Malaika’s strategy to increase her impact

05-25-2026

Malaika Ramachandran wanted to stop selling to decision-makers and start thinking like them.

That shift sparked the decision to pursue graduate school. She researched well-respected programs and chose the Daniels School for its reputation. While earning her MS in Human Resource Management, she realized that an MBA would round out her expertise, reshaping how she saw organizations, strategy and people. By blending business fundamentals with deep expertise in workforce strategy, she has built the tools and perspective she needs to shape how companies operate and grow. Read what prompted her to pursue graduate school and earn both degrees.

Q1. What was happening in your career that made you think about graduate school?

Malaika Ramachandran
Malaika Ramachandran is earning two degrees, an MBA and MSHRM to build strategic, financial and people-focused leadership skills

I was working in sales in the employee benefits space, and somewhere along the way, I realized I wasn't energized by the sales motion itself. As I listened to HR professionals to whom I was selling products, I kept gravitating toward being on the other side of the table. The HR leaders were grappling with genuinely fascinating questions about workforce strategy and treating people as a real business asset rather than a line item. I wanted to understand how they thought and to be credible in that conversation, not just adjacent to it.

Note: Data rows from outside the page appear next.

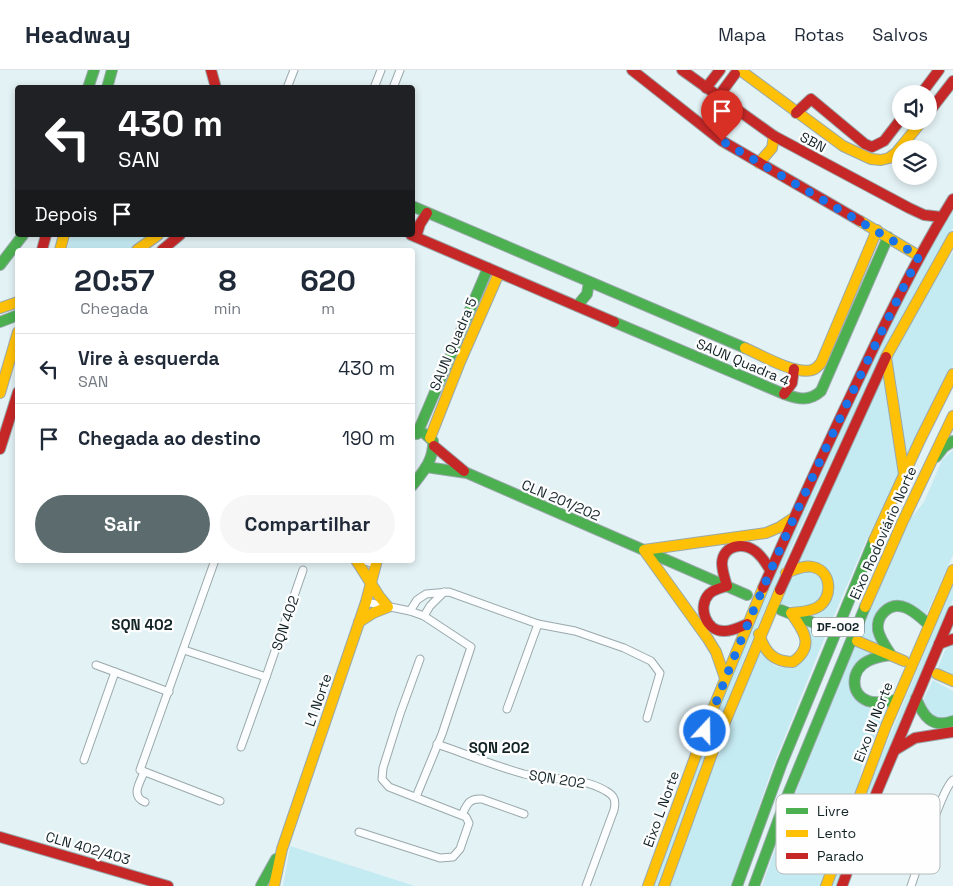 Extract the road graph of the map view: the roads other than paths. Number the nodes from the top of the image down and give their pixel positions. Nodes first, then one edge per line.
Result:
1 (94, 70) edge
2 (112, 70) edge
3 (211, 70) edge
4 (294, 70) edge
5 (382, 70) edge
6 (400, 70) edge
7 (632, 70) edge
8 (682, 70) edge
9 (720, 70) edge
10 (939, 70) edge
11 (735, 71) edge
12 (953, 81) edge
13 (89, 85) edge
14 (108, 85) edge
15 (215, 85) edge
16 (288, 85) edge
17 (375, 85) edge
18 (393, 85) edge
19 (928, 85) edge
20 (706, 88) junction
21 (718, 97) junction
22 (937, 100) edge
23 (796, 113) junction
24 (892, 130) edge
25 (915, 130) edge
26 (774, 136) junction
27 (758, 163) junction
28 (953, 200) edge
29 (415, 207) edge
30 (427, 213) junction
31 (942, 217) junction
32 (877, 230) junction
33 (415, 233) edge
34 (21, 237) edge
35 (155, 237) edge
36 (178, 237) edge
37 (415, 237) edge
38 (888, 237) junction
39 (951, 241) edge
40 (140, 248) edge
41 (164, 248) edge
42 (919, 256) junction
43 (0, 265) edge
44 (488, 268) junction
45 (499, 273) junction
46 (589, 282) junction
47 (15, 303) edge
48 (577, 306) junction
49 (0, 308) edge
50 (15, 316) edge
51 (0, 322) edge
52 (15, 342) edge
53 (886, 357) junction
54 (794, 369) junction
55 (953, 374) edge
56 (0, 393) edge
57 (784, 394) junction
58 (15, 402) edge
59 (953, 416) edge
60 (415, 435) edge
61 (953, 441) edge
62 (432, 442) junction
63 (0, 449) edge
64 (420, 470) edge
65 (926, 470) junction
66 (467, 473) junction
67 (904, 474) junction
68 (793, 518) junction
69 (644, 550) junction
70 (214, 563) edge
71 (358, 563) edge
72 (377, 563) edge
73 (303, 570) dead end
74 (770, 570) junction
75 (953, 570) edge
76 (786, 574) junction
77 (371, 583) junction
78 (727, 586) junction
79 (444, 592) junction
80 (747, 595) dead end
81 (366, 602) junction
82 (388, 607) junction
83 (410, 610) junction
84 (953, 611) edge
85 (786, 612) junction
86 (424, 616) junction
87 (359, 622) junction
88 (538, 624) junction
89 (746, 624) junction
90 (928, 624) junction
91 (827, 628) dead end
92 (759, 634) junction
93 (953, 639) edge
94 (857, 641) dead end
95 (938, 644) junction
96 (184, 650) junction
97 (891, 655) junction
98 (420, 659) dead end
99 (904, 661) dead end
100 (96, 664) dead end
101 (115, 672) junction
102 (937, 674) dead end
103 (266, 677) junction
104 (725, 678) junction
105 (953, 681) edge
106 (169, 692) junction
107 (916, 698) junction
108 (896, 700) junction
109 (507, 709) dead end
110 (647, 718) dead end
111 (953, 721) edge
112 (953, 732) edge
113 (437, 744) junction
114 (241, 747) dead end
115 (895, 750) junction
116 (84, 760) dead end
117 (144, 772) junction
118 (953, 780) edge
119 (788, 794) edge
120 (861, 794) edge
121 (876, 794) edge
122 (416, 797) junction
123 (220, 801) dead end
124 (145, 802) dead end
125 (940, 805) edge
126 (524, 814) dead end
127 (462, 815) junction
128 (776, 826) edge
129 (359, 832) dead end
130 (0, 836) edge
131 (282, 849) junction
132 (831, 874) edge
133 (846, 874) edge
134 (915, 874) edge
135 (168, 886) edge
136 (261, 886) edge
137 (274, 886) edge
138 (586, 886) edge
139 (648, 886) edge
140 (664, 886) edge
141 (737, 886) edge
142 (754, 886) edge
143 (826, 886) edge
144 (842, 886) edge
145 (911, 886) edge

1 - 13 main road
2 - 14 main road
3 - 15 main road
4 - 16 street
5 - 17 street
6 - 18 street
7 - 27 main road
8 - 20 main road, SBN
9 - 20 main road
10 - 19 main road
11 - 21 main road
11 - 23 main road
12 - 22 main road
20 - 21 main road, SBN
21 - 26 main road, SBN
23 - 24 main road
23 - 25 main road
26 - 27 main road
26 - 31 main road, SBN
27 - 32 main road
28 - 31 main road, Eixo L Norte
29 - 30 main road
30 - 33 main road
30 - 46 main road, SAUN Quadra 4
31 - 42 main road, Eixo L Norte
32 - 38 main road
32 - 54 main road, SAUN Quadra 4
34 - 43 main road
35 - 40 main road
36 - 41 main road
37 - 44 main road
38 - 42 main road
38 - 57 main road, SAUN Quadra 4
39 - 53 main road
42 - 68 main road, Eixo L Norte
44 - 45 main road
44 - 60 main road, SAUN Quadra 5
45 - 48 main road, SAUN Quadra 4
45 - 62 main road, SAUN Quadra 5
46 - 48 main road
46 - 54 main road, SAUN Quadra 4
47 - 49 main road
48 - 57 main road, SAUN Quadra 4
50 - 51 main road
52 - 56 main road
53 - 67 main road, Eixo Rodoviário Norte
53 - 76 main road, Eixo L Norte
54 - 57 main road
55 - 67 main road, Eixo Rodoviário Norte / DF-002
58 - 63 main road
59 - 65 main road, Eixo Rodoviário Norte / DF-002
60 - 62 main road
61 - 65 main road
62 - 64 main road, SAUN Quadra 5
62 - 66 main road, CLN 201/202
64 - 66 main road, CLN 201/202
65 - 119 main road, Eixo Rodoviário Norte / DF-002
66 - 69 main road, CLN 201/202
67 - 141 main road, Eixo Rodoviário Norte / DF-002
68 - 69 main road
68 - 74 main road, Eixo L Norte
69 - 78 main road, CLN 201/202
69 - 104 main road
70 - 96 street
71 - 77 main road
72 - 77 main road, L1 Norte
73 - 103 street, SQN 402
74 - 78 main road
74 - 89 main road, Eixo L Norte
75 - 90 main road, Eixo W Norte
76 - 85 main road
76 - 92 main road, Eixo L Norte
77 - 81 main road, L1 Norte
77 - 82 main road
78 - 80 main road, CLN 201/202
78 - 89 main road
79 - 83 street
79 - 86 street
79 - 88 street
81 - 82 street
81 - 87 main road, L1 Norte
82 - 83 street
82 - 87 main road
83 - 86 street
84 - 95 main road
85 - 91 main road
85 - 92 main road
86 - 113 street
87 - 131 main road, L1 Norte
88 - 109 street
88 - 110 street
89 - 104 main road, Eixo L Norte
90 - 97 main road
90 - 108 main road, Eixo W Norte
92 - 140 main road, Eixo L Norte
93 - 95 main road
94 - 97 main road
95 - 107 main road
96 - 103 street
96 - 106 street
97 - 99 main road
97 - 108 main road
98 - 122 street
100 - 101 street
101 - 106 street
101 - 116 street
102 - 105 main road
103 - 114 street, SQN 402
104 - 139 main road, Eixo L Norte
106 - 117 street
107 - 111 main road
107 - 115 main road
108 - 120 main road, Eixo W Norte
112 - 115 main road
113 - 122 street
113 - 138 street, SQN 202
115 - 121 main road
117 - 123 street
117 - 124 street
118 - 125 street
122 - 127 street
126 - 127 street
127 - 129 street
128 - 142 main road, Eixo Rodoviário Norte / DF-002
130 - 135 main road, CLN 402/403
131 - 136 main road, L1 Norte
131 - 137 main road, L1 Norte
132 - 143 main road, Eixo W Norte
133 - 144 main road
134 - 145 street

Purdue's Human Resource Management program is one of the best in the country, so the decision felt obvious. Beyond the credential, graduate school gave me something I hadn't experienced before: the chance to learn purely because something interested me. Having work experience going in meant I could actually appreciate what I was studying. The professors I learned from are people I'll remember for the rest of my life. That sounds like something sentimental that you say. I mean it.

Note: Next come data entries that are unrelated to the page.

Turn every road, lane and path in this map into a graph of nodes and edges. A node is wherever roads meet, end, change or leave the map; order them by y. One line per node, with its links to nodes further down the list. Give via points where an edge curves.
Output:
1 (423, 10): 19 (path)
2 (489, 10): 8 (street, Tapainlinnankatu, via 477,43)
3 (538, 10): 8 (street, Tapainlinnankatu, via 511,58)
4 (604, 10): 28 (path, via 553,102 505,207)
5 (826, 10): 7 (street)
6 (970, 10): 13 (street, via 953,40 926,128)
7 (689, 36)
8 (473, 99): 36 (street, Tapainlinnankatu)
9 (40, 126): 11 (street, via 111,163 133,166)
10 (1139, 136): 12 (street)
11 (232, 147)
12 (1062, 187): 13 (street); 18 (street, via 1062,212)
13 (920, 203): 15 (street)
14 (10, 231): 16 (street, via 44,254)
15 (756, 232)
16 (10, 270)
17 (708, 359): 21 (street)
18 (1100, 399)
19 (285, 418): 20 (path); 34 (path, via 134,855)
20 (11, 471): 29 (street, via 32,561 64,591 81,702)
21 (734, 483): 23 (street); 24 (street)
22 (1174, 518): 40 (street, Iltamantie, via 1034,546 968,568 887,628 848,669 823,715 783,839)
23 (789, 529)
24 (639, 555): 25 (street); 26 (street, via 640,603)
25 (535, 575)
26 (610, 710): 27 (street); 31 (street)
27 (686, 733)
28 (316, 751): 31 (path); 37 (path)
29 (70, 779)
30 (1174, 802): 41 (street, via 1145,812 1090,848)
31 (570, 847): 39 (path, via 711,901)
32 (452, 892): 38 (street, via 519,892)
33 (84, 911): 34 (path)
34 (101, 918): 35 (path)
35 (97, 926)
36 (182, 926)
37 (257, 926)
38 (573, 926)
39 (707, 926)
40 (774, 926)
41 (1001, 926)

Learn more about the Human Resource Management program.

Q2. What motivated you to pursue two degrees?

I knew I wanted to specialize in HR, and I've always seen myself moving between people, strategy and business operations. I wanted the fluency to do that credibly. The MBA gives me that well-rounded ability to move between the three.

I experienced almost every MBA course differently because of the HR and organizational behavior context I was building in parallel. When I worked through business case studies, I couldn’t help but notice the interpersonal dynamics underlying the business problems. Completing both programs simultaneously meant I was constantly cross-referencing them, and that made both richer.

Other students have also earned both an MBA and MSHRM. Read why Sean Lee saw value in both degrees to help him with his entrepreneurship.

Q3. Describe a project or experience that helped you connect HR strategy with business management.

This semester, I took a case-based course with Professor Matthew Lynall that pushed me to evaluate businesses from every angle simultaneously: financial performance, value creation and competitive viability. I'd be working through a company's strategy using financial and market frameworks, while simultaneously asking whether the leadership team and organizational structure could actually execute what looked good on paper. Those two reads almost always told different stories. The HR lens gave me the instincts to ask that question. The MBA gave me the vocabulary and rigor to answer it.